Don’t pussyfoot around – using emphatic language in an interview

Emphatic language

On occasions, an interviewee can become surprisingly deferential and timid when an interviewer presents them with a hostile, negative, inflammatory or even personal question.

The spokesperson might disagree wholeheartedly with the question put to them but this is not reflected in the language they choose in responding. The interviewee can come across to the viewer or listener almost as if they are being apologetic, so intimidated are they by the interviewer’s question.

So, let’s say you are the head of an international sporting body that has presided over one of the worst doping scandals in the history of sport.
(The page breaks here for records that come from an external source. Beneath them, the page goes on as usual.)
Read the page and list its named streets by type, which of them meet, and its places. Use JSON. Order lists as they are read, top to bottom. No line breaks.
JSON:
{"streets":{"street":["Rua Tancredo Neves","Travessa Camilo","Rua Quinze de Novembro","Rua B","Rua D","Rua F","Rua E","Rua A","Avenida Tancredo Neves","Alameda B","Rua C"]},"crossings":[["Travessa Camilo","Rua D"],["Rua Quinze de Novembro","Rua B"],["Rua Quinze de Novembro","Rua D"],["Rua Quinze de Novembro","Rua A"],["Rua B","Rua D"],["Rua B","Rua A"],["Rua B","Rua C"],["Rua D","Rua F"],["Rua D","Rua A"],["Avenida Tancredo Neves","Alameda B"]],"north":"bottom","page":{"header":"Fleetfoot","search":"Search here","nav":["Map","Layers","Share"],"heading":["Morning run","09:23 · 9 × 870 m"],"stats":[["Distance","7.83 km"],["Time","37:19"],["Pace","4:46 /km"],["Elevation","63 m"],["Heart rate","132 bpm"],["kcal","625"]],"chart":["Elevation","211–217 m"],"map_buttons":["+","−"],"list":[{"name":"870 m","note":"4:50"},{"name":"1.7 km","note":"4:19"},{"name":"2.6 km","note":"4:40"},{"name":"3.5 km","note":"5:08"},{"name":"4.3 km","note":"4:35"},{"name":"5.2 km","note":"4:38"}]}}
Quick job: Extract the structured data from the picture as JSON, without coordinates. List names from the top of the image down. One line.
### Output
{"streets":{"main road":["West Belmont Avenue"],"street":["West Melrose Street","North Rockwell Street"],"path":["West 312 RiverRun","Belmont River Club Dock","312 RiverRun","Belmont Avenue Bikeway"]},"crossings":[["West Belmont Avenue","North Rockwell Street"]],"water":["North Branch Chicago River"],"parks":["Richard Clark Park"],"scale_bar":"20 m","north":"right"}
The sportsmen and women involved have run circles around you and your anti-doping measures have proved to be totally useless.

In such circumstances, it would not be surprising for the interviewer to make his or her question something along the lines of: “Many people in the sport regard you as a complete bunch of amateurs. What have you got to say for yourself?”

Too often you might hear in reply a phrase like, “I’m not sure I would agree with that comment” or “I don’t think I would agree with that” or “That’s not entirely the case.”

Language like this sounds as though the interviewee is not convinced themselves about the strength of the case they are trying to put across.

It’s as though the interviewer, through their question, has delivered such a knock-out blow that the interviewee has been shocked into verbal oblivion. Either that, or the spokesperson is so cowered by the question that they feel it’s not their place to come back strongly.

Either state of mind is wrong.

At such a moment, the interviewee should try to respond as follows.

Firstly, make sure you answer the question with emphatic language rather than the insipid, lukewarm phrases mentioned above.

The kind of words to use at such a moment are, “Absolutely not”, “I disagree with that completely” or “That’s simply not the case”.

This leaves the audience in no doubt about where you stand. Furthermore, so convinced are you by the strength of your case, your language is unequivocal and assertive.

At the same time, however, it’s important that the interviewee delivers such words in a calm and composed manner.

No matter how infuriated, angry or insulted an interviewee might feel by a presenter’s question, there is absolutely no merit whatsoever in losing your rag in reply. The language should be strong, but your manner should suggest to the listeners or viewers that you have taken the question in your stride.

So, firm language delivered calmly is the order of the day, no matter how provocative the language or aggressive the manner of the person putting the questions to you.